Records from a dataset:

++++++

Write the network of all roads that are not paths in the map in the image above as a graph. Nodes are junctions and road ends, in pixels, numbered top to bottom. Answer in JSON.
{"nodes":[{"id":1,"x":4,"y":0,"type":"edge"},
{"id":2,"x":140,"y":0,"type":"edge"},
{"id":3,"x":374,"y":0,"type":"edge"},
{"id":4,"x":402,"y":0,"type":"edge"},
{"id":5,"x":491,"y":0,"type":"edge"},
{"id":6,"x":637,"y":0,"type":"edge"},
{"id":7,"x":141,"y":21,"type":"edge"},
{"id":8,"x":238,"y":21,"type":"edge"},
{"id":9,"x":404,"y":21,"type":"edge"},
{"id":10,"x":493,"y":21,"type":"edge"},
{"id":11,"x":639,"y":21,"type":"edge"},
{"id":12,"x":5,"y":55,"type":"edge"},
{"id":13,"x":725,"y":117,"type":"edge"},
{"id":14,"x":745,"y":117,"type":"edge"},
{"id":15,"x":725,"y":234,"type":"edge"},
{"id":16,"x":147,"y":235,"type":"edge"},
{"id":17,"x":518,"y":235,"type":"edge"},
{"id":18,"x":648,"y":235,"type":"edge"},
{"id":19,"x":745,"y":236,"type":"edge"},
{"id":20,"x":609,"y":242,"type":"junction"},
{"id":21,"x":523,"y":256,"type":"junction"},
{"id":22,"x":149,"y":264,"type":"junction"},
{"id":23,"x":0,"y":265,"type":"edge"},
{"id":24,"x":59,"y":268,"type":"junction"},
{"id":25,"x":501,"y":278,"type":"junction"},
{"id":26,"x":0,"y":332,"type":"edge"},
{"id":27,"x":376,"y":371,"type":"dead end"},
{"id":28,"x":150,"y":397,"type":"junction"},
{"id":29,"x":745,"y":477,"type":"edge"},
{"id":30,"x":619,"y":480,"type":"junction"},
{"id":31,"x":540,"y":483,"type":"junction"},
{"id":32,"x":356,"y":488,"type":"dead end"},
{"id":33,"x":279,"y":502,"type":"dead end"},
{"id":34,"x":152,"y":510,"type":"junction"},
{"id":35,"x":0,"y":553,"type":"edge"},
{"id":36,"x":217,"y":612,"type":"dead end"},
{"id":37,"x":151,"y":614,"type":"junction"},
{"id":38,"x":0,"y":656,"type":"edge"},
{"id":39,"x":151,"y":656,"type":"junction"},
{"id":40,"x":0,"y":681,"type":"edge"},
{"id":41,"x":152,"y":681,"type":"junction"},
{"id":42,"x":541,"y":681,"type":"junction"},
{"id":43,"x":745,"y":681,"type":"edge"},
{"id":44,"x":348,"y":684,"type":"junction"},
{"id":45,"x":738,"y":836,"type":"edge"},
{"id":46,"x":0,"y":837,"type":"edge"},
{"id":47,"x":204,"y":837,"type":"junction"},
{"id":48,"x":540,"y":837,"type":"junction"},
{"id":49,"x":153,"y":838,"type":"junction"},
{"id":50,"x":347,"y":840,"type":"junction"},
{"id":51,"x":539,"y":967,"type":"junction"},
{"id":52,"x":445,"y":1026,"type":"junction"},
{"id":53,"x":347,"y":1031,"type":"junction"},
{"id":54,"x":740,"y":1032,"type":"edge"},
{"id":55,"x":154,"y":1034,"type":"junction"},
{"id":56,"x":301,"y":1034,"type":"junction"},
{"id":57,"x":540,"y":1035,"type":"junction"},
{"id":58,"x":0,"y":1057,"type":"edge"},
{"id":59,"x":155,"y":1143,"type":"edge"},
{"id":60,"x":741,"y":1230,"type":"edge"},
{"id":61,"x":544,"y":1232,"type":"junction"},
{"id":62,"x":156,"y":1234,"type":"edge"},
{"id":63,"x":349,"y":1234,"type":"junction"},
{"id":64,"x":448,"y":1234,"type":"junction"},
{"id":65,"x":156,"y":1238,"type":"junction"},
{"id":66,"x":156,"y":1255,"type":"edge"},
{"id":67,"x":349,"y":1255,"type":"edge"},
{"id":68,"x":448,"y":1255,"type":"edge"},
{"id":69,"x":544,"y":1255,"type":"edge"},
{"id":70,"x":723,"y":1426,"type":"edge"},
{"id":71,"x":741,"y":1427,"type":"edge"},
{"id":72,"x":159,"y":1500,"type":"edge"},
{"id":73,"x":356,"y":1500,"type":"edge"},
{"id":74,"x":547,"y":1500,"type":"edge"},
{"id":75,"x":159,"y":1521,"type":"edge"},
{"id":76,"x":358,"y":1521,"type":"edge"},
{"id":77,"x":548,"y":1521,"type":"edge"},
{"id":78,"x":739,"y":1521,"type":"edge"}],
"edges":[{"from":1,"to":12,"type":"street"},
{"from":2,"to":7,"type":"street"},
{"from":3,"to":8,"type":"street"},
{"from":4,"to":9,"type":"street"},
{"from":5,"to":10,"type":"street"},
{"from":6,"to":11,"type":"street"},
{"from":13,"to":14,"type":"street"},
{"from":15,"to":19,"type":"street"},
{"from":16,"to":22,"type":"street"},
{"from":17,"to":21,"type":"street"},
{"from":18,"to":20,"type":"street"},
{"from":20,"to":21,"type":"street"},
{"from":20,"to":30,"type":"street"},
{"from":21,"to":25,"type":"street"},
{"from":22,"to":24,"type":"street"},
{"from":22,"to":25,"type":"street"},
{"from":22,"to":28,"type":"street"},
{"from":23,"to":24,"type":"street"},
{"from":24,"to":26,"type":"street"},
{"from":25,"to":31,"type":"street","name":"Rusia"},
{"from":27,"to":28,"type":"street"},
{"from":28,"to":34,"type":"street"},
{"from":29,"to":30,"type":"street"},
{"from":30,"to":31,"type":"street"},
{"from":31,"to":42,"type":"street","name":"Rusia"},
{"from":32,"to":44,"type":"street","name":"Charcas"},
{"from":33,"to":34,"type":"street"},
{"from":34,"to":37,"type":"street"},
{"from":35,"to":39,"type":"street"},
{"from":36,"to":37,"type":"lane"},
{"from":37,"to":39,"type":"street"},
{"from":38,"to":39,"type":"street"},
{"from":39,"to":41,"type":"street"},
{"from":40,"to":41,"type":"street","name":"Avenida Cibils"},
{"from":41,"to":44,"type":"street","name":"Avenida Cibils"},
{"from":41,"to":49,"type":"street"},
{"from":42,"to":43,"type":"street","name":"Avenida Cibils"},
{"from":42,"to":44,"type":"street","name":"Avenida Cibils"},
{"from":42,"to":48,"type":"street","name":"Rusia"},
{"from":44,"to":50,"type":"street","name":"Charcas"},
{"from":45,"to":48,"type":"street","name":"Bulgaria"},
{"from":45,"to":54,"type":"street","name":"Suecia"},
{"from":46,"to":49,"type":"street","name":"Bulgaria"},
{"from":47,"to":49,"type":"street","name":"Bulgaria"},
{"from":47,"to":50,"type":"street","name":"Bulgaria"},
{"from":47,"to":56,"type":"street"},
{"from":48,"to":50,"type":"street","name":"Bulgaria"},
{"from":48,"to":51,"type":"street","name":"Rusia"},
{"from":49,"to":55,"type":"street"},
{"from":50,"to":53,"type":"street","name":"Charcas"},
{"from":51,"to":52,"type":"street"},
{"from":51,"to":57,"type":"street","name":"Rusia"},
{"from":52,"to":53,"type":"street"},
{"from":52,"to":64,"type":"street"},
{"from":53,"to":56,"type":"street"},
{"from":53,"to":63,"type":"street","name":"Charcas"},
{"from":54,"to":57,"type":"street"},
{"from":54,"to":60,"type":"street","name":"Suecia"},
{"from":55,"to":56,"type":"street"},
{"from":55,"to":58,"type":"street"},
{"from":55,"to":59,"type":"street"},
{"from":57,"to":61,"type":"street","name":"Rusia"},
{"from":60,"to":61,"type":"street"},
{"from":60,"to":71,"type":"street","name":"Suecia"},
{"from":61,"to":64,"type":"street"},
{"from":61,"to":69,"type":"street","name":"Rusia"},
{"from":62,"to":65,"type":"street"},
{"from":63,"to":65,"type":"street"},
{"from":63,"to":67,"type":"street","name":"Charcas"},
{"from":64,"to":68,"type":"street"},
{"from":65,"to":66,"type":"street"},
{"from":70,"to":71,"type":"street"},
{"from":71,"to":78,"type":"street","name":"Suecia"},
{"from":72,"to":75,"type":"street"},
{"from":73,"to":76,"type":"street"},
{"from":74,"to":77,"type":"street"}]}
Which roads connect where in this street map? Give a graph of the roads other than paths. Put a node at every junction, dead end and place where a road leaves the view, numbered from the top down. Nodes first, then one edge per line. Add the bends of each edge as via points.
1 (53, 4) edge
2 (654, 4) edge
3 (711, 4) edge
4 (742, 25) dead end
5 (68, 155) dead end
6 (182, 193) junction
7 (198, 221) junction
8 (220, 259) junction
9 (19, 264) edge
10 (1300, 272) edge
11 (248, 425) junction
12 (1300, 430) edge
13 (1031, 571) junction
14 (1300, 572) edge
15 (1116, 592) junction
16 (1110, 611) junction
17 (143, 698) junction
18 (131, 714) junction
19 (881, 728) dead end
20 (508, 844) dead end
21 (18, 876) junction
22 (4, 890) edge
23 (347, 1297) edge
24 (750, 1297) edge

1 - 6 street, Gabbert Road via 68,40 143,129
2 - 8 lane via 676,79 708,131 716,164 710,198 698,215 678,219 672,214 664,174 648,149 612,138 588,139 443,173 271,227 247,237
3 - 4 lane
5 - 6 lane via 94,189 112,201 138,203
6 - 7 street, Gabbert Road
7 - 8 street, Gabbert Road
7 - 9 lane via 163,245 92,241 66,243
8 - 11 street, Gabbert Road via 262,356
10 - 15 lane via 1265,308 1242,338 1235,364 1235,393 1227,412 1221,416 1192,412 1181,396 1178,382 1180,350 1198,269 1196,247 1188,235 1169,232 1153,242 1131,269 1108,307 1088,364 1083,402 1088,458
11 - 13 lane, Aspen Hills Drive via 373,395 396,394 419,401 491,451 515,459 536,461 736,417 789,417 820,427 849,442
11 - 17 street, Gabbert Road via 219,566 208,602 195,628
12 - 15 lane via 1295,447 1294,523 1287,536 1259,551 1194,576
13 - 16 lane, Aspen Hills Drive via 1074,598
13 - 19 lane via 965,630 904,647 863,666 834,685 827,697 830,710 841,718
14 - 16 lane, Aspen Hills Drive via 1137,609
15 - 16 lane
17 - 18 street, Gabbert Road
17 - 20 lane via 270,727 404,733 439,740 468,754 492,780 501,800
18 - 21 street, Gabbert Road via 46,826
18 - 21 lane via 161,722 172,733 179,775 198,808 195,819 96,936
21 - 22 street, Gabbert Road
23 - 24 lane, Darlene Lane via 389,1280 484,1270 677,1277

++++++

What is being asked - For the data above, state how many of its lines contain the word "graph", giving no other text.

Solution to this problem - 2